##### Input

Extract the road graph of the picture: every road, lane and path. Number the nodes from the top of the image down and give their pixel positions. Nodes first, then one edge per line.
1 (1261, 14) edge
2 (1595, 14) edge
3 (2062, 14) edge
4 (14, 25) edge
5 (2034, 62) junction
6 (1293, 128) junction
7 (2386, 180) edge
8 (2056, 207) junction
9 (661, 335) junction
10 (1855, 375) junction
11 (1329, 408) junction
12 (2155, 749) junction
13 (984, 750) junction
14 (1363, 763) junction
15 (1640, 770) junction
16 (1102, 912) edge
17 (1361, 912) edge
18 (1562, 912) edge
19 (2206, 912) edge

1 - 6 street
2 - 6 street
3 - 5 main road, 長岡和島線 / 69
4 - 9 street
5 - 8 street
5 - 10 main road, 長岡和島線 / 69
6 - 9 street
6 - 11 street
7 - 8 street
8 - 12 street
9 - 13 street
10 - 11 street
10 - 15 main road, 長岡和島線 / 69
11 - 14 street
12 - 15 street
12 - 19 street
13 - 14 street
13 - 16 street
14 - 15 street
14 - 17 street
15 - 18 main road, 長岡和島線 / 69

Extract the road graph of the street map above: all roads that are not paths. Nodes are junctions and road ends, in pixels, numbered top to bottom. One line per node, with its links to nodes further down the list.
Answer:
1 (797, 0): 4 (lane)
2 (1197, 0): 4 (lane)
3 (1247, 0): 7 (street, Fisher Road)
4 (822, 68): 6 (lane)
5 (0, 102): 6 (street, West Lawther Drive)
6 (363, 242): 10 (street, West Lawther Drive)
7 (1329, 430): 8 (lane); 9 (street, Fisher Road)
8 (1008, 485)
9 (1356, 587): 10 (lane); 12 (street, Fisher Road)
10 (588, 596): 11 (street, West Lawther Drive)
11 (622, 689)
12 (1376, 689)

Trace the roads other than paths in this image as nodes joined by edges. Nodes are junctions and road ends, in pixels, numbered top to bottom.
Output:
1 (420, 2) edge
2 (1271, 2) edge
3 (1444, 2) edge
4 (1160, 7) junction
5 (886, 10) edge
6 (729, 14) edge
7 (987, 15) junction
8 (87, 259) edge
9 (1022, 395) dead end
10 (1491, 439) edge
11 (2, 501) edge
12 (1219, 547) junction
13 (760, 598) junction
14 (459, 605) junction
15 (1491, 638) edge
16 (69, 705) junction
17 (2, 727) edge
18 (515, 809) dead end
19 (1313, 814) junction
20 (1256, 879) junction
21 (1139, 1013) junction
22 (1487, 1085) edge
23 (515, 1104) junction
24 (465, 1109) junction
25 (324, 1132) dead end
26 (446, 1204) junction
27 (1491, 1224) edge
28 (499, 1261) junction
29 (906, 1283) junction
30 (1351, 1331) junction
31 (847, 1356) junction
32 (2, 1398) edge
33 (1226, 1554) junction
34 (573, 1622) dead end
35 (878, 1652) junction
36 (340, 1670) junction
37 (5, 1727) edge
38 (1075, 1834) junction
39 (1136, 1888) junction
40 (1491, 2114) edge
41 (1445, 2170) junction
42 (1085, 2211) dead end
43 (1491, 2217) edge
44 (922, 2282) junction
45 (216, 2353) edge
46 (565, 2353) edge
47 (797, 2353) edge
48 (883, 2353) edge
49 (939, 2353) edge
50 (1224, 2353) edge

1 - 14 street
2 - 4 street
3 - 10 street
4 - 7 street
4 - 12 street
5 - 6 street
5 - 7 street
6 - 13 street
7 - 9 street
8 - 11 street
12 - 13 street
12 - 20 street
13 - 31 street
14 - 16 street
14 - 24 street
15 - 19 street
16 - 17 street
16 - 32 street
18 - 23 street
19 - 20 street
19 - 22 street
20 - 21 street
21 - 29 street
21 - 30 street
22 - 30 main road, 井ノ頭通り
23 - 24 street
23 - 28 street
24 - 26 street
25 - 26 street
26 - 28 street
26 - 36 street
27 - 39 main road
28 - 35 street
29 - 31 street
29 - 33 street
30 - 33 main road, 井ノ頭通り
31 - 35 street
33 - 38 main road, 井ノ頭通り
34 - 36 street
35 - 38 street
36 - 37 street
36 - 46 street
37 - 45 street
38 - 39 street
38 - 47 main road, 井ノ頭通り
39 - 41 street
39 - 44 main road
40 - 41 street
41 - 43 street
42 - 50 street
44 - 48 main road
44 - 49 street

##########

Each line of the material above needs to be returned exactly as written.

The completed task |
Extract the road graph of the picture: every road, lane and path. Number the nodes from the top of the image down and give their pixel positions. Nodes first, then one edge per line.
1 (1261, 14) edge
2 (1595, 14) edge
3 (2062, 14) edge
4 (14, 25) edge
5 (2034, 62) junction
6 (1293, 128) junction
7 (2386, 180) edge
8 (2056, 207) junction
9 (661, 335) junction
10 (1855, 375) junction
11 (1329, 408) junction
12 (2155, 749) junction
13 (984, 750) junction
14 (1363, 763) junction
15 (1640, 770) junction
16 (1102, 912) edge
17 (1361, 912) edge
18 (1562, 912) edge
19 (2206, 912) edge

1 - 6 street
2 - 6 street
3 - 5 main road, 長岡和島線 / 69
4 - 9 street
5 - 8 street
5 - 10 main road, 長岡和島線 / 69
6 - 9 street
6 - 11 street
7 - 8 street
8 - 12 street
9 - 13 street
10 - 11 street
10 - 15 main road, 長岡和島線 / 69
11 - 14 street
12 - 15 street
12 - 19 street
13 - 14 street
13 - 16 street
14 - 15 street
14 - 17 street
15 - 18 main road, 長岡和島線 / 69

Extract the road graph of the street map above: all roads that are not paths. Nodes are junctions and road ends, in pixels, numbered top to bottom. One line per node, with its links to nodes further down the list.
Answer:
1 (797, 0): 4 (lane)
2 (1197, 0): 4 (lane)
3 (1247, 0): 7 (street, Fisher Road)
4 (822, 68): 6 (lane)
5 (0, 102): 6 (street, West Lawther Drive)
6 (363, 242): 10 (street, West Lawther Drive)
7 (1329, 430): 8 (lane); 9 (street, Fisher Road)
8 (1008, 485)
9 (1356, 587): 10 (lane); 12 (street, Fisher Road)
10 (588, 596): 11 (street, West Lawther Drive)
11 (622, 689)
12 (1376, 689)

Trace the roads other than paths in this image as nodes joined by edges. Nodes are junctions and road ends, in pixels, numbered top to bottom.
Output:
1 (420, 2) edge
2 (1271, 2) edge
3 (1444, 2) edge
4 (1160, 7) junction
5 (886, 10) edge
6 (729, 14) edge
7 (987, 15) junction
8 (87, 259) edge
9 (1022, 395) dead end
10 (1491, 439) edge
11 (2, 501) edge
12 (1219, 547) junction
13 (760, 598) junction
14 (459, 605) junction
15 (1491, 638) edge
16 (69, 705) junction
17 (2, 727) edge
18 (515, 809) dead end
19 (1313, 814) junction
20 (1256, 879) junction
21 (1139, 1013) junction
22 (1487, 1085) edge
23 (515, 1104) junction
24 (465, 1109) junction
25 (324, 1132) dead end
26 (446, 1204) junction
27 (1491, 1224) edge
28 (499, 1261) junction
29 (906, 1283) junction
30 (1351, 1331) junction
31 (847, 1356) junction
32 (2, 1398) edge
33 (1226, 1554) junction
34 (573, 1622) dead end
35 (878, 1652) junction
36 (340, 1670) junction
37 (5, 1727) edge
38 (1075, 1834) junction
39 (1136, 1888) junction
40 (1491, 2114) edge
41 (1445, 2170) junction
42 (1085, 2211) dead end
43 (1491, 2217) edge
44 (922, 2282) junction
45 (216, 2353) edge
46 (565, 2353) edge
47 (797, 2353) edge
48 (883, 2353) edge
49 (939, 2353) edge
50 (1224, 2353) edge

1 - 14 street
2 - 4 street
3 - 10 street
4 - 7 street
4 - 12 street
5 - 6 street
5 - 7 street
6 - 13 street
7 - 9 street
8 - 11 street
12 - 13 street
12 - 20 street
13 - 31 street
14 - 16 street
14 - 24 street
15 - 19 street
16 - 17 street
16 - 32 street
18 - 23 street
19 - 20 street
19 - 22 street
20 - 21 street
21 - 29 street
21 - 30 street
22 - 30 main road, 井ノ頭通り
23 - 24 street
23 - 28 street
24 - 26 street
25 - 26 street
26 - 28 street
26 - 36 street
27 - 39 main road
28 - 35 street
29 - 31 street
29 - 33 street
30 - 33 main road, 井ノ頭通り
31 - 35 street
33 - 38 main road, 井ノ頭通り
34 - 36 street
35 - 38 street
36 - 37 street
36 - 46 street
37 - 45 street
38 - 39 street
38 - 47 main road, 井ノ頭通り
39 - 41 street
39 - 44 main road
40 - 41 street
41 - 43 street
42 - 50 street
44 - 48 main road
44 - 49 street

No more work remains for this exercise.